If the crown insert is made from a thermoset material and process,
there is no need to coat the crown insert because no thermoplastic
material is overmolded to the crown insert in the exemplary
embodiments described herein. In the event additional thermoplastic
features or 3-D details are overmolded on the crown insert, the
same bonding principles discussed with respect to the weight track
and sole insert apply.
Once the sole insert unit (sole insert 28 and weight track 30) and
crown insert 26 are formed, they are joined to the frame 24 in a
manner that creates a strong integrated construction adapted to
withstand normal stress, loading and wear and tear expected of
commercial golf clubs. For example, the sole insert unit and crown
insert each may be bonded to the frame using epoxy adhesive, with
the crown insert seated in and overlying the crown opening and the
sole insert unit seated in and overlying the sole opening.
Alternative attachment methods include bolts, rivets, snap fit,
adhesives, other known joining methods or any combination
thereof.
FIG. 3 is a bottom plan view of the sole of the club head,
including the fore-aft weight track 30 and lateral (or toe-heel)
weight track 36. The weight track 30 preferably has a recess, which
may be generally rectangular in shape, to provide a recessed track
to seat and guide the weight 32 as it adjustably slides fore and
aft. Within the recess, the weight track 30 includes a peripheral
rail or ledge 46 to define an elongate central opening or channel
48 preferably having a width dimension less than the width of the
weight 32. In this way, when the weight 32 is seated flat against
the ledge 46, the weight can slide forward and rearward in the
weight track while the size and shape of the weight elements 32a,
32b prevent either one from passing through the channel 48 to the
opposite side. At the same time, the channel permits the screw 34
to pass through the center of the weight element 32b, through the
channel, and then into threaded engagement with the weight element
32a (not shown in FIG. 3). The ledge 46 and channel 48 serve to
provide tracks or rails on which the joined weight elements 32a,
32b freely slide while effectively preventing the weight elements
from inadvertently slipping through the channel.

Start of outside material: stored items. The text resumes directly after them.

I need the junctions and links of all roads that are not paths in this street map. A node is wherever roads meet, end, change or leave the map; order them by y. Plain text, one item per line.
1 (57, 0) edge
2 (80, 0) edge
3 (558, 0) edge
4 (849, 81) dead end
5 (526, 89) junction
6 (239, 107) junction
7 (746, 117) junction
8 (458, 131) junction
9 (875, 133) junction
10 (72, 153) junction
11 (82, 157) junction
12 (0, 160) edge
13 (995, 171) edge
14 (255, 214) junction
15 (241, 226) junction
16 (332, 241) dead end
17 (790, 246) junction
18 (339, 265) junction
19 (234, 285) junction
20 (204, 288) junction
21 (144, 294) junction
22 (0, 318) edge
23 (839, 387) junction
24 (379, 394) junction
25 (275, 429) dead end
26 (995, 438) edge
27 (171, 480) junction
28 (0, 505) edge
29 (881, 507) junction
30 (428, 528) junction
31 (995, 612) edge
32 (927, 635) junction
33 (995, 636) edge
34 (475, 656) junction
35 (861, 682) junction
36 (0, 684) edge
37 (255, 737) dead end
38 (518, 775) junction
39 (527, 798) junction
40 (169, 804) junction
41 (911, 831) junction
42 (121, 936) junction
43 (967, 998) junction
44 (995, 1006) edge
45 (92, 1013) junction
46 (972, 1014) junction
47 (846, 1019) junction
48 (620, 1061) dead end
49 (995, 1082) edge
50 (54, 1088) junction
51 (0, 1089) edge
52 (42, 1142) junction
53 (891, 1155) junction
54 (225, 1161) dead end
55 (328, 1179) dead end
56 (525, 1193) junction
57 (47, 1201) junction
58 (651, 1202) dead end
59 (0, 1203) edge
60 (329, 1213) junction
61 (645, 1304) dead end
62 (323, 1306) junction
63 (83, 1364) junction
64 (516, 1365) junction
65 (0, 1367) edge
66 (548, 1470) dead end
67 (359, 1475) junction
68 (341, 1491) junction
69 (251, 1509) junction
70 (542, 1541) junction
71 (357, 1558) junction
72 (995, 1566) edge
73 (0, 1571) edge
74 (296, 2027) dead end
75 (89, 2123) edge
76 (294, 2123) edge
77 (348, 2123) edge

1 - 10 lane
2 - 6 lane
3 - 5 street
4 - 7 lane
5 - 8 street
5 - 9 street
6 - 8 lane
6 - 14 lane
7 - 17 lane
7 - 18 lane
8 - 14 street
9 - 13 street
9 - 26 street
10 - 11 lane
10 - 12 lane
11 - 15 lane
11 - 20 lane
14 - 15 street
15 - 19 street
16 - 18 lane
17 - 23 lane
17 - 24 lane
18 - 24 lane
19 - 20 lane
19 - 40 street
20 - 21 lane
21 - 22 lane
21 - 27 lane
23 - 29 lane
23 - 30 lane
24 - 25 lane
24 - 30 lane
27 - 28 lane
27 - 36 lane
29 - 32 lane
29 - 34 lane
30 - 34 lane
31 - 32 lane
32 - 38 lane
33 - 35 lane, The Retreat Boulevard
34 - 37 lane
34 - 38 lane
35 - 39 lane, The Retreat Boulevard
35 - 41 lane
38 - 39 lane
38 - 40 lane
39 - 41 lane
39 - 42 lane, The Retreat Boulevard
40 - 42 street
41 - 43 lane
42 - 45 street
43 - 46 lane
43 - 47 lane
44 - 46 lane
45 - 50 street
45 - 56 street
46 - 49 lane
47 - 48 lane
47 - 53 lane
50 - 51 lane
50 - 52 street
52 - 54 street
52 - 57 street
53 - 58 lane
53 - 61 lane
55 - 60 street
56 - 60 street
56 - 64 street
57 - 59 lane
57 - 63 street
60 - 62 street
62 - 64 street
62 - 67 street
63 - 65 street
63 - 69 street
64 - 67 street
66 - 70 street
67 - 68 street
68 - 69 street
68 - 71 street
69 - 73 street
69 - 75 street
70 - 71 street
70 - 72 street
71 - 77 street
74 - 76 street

FIG. 3 also shows that the weight 41 slideably mounted in the
lateral weight track 36 is mounted in the same way as the fore-aft
weight 32. Like the weight track 30, the lateral weight track 36
includes a peripheral rail or ledge 49 which defines a channel 50,
and slideably mounts the lateral weight 41 for toeward and heelward
sliding movement along the weight track. A screw 40c attaches the
outer weight element shown in FIG. 3 to a companion weight element
(hidden) on the other side of the ledge (or rail) 49. In the
embodiment shown, the weight element 41 can be adjusted by
loosening the screw 40c and moving the weight all the way to the
toe end of the track, all the way to the heel end of the track, to
a neutral position in the middle, or to other locations
therebetween. If a second or third weight is added to the weight
track, many additional weight location options are available for
additional fine tuning of the head's effective CG location in the
heel-toe direction.
FIG. 4 shows the head with the crown insert 26 removed, and
provides a view of the hollow interior of the head from the top.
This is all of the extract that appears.